Signed by Energy UK, Centrica, Drax, EDF, E.ON and Engie, the letter addressed to Jacob Rees-Mogg, the secretary of state for business, energy and industrial strategy, explained that the measures threaten to “undermine the long-established principle of strong, independent regulation of the energy sector”.
Released in early October, the Energy Prices Bill enshrined the support measures announced over the last few months into law, including the Energy Price Guarantee for domestic consumers and Energy Bill Relief Scheme for businesses and non-domestic properties.
Some of the clauses within the bill “unexpectedly” propose extensive new powers for Ministers in relation to the regulation of the sector, the letter read. This is despite the government stating it had worked with industry on the details of the proposal, which is set to come into force from the start of 2023.
One of the reasons cited against these ministerial power proposals is the change in Conservative Party leadership, with Liz Truss having resigned as Prime Minister last week, creating more uncertainty around the energy crisis heading into winter.

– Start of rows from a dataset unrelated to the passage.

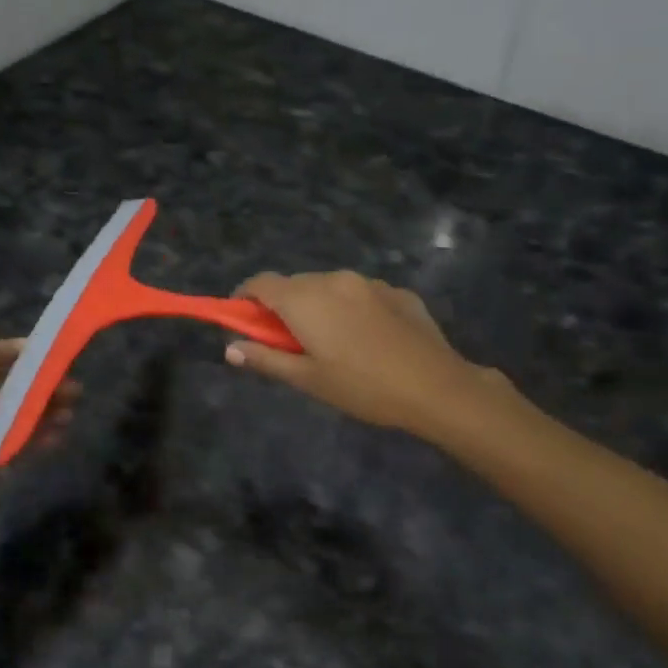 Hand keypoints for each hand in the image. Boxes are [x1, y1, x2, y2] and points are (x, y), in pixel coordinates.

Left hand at [0, 328, 75, 532]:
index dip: (15, 354)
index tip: (49, 352)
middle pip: (1, 388)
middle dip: (35, 385)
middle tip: (72, 386)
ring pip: (10, 416)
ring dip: (40, 411)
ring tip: (71, 412)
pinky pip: (11, 444)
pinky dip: (34, 438)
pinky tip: (58, 436)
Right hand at [224, 271, 511, 439]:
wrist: (437, 387)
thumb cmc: (363, 387)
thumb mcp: (308, 379)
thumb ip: (266, 359)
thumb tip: (230, 348)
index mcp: (305, 299)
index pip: (261, 283)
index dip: (244, 298)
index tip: (241, 319)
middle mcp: (333, 279)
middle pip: (294, 284)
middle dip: (282, 306)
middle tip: (287, 342)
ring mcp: (369, 282)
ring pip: (328, 287)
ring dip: (318, 306)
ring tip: (331, 343)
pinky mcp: (397, 291)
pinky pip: (359, 294)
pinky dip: (350, 309)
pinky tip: (366, 339)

To promote positive support systems and a healthy energy sector heading into the winter months, the energy suppliers called for “urgent clarification and reconsideration of the inclusion of these broad measures”.

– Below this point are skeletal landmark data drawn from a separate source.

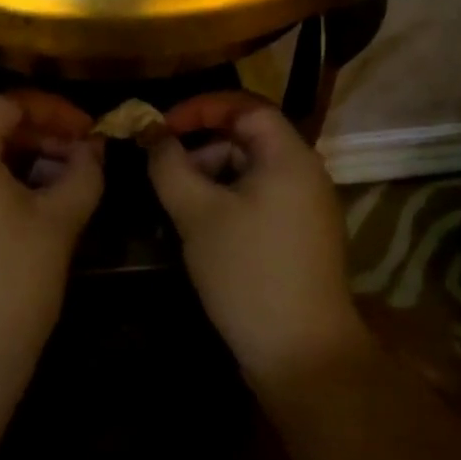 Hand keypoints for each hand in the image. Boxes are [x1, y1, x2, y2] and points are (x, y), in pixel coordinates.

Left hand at [0, 92, 103, 406]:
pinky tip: (30, 212)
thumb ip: (83, 173)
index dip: (51, 109)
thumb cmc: (11, 284)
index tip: (87, 129)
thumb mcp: (58, 222)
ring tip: (62, 186)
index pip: (3, 104)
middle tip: (81, 159)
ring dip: (21, 164)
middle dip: (39, 137)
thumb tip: (94, 149)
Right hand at [147, 92, 363, 385]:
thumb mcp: (197, 213)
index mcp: (289, 156)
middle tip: (164, 173)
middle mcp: (305, 173)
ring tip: (178, 207)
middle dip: (201, 148)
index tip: (161, 128)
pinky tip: (202, 230)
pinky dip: (227, 201)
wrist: (301, 352)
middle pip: (248, 138)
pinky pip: (259, 199)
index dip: (200, 108)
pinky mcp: (300, 236)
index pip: (245, 107)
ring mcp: (307, 207)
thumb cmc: (247, 271)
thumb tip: (153, 136)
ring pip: (251, 172)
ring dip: (211, 177)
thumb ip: (170, 166)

Ensuring stability in the sector is paramount for businesses and consumers to plan ahead of the winter as the energy crisis’ grip tightens on the UK. Importantly the Bill sets out concrete plans to decouple the cost of low-carbon electricity from that of gas prices through the Cost-Plus Revenue Limit in England and Wales.
This would reduce the impact of the unprecedented wholesale prices on consumers and the taxpayer, the government said. However, a proposed temporary Cost-Plus Revenue Limit could also hinder the traction that the renewable energy sector has gained in recent years.
The precise mechanics of the limit are still subject to consultation – which will be launched shortly – but it will set a revenue limit that curbs the amount generators can make. This could have a detrimental affect on the renewable energy sector in the UK, as expressed by the letter.
The letter reads: “The proposals concerning the Cost-Plus Revenue Limit are significant enough in themselves to put investment in the UK’s low carbon industry in jeopardy at a time when it is most needed to ensure our long-term energy security. Clauses in the Bill giving the Secretary of State powers to intervene to extend duration and intervene in the level of the Default Tariff Cap are equally concerning”.
In light of this, the energy suppliers believe this must be an “independently made economic decision, based on the efficient costs accrued by energy suppliers”.
The final concern highlighted in the letter focuses on a proposal that grants the Secretary of State power to be able to widely modify licenses and issue directions amid an energy crisis. The letter states that this has the “potential to impact just about everything energy companies do on an indefinite basis”.
It is hoped these clauses will be rectified otherwise investment in the UK’s energy sector, at a time when it should be increasing at an accelerated rate, could be severely damaged.
The measures have been introduced by the government are an attempt to decouple wholesale gas and power prices to reduce the impact on consumers and businesses. In July Ofgem announced it was eyeing a range of reforms to help accelerate the green energy transition in Britain, including such a move.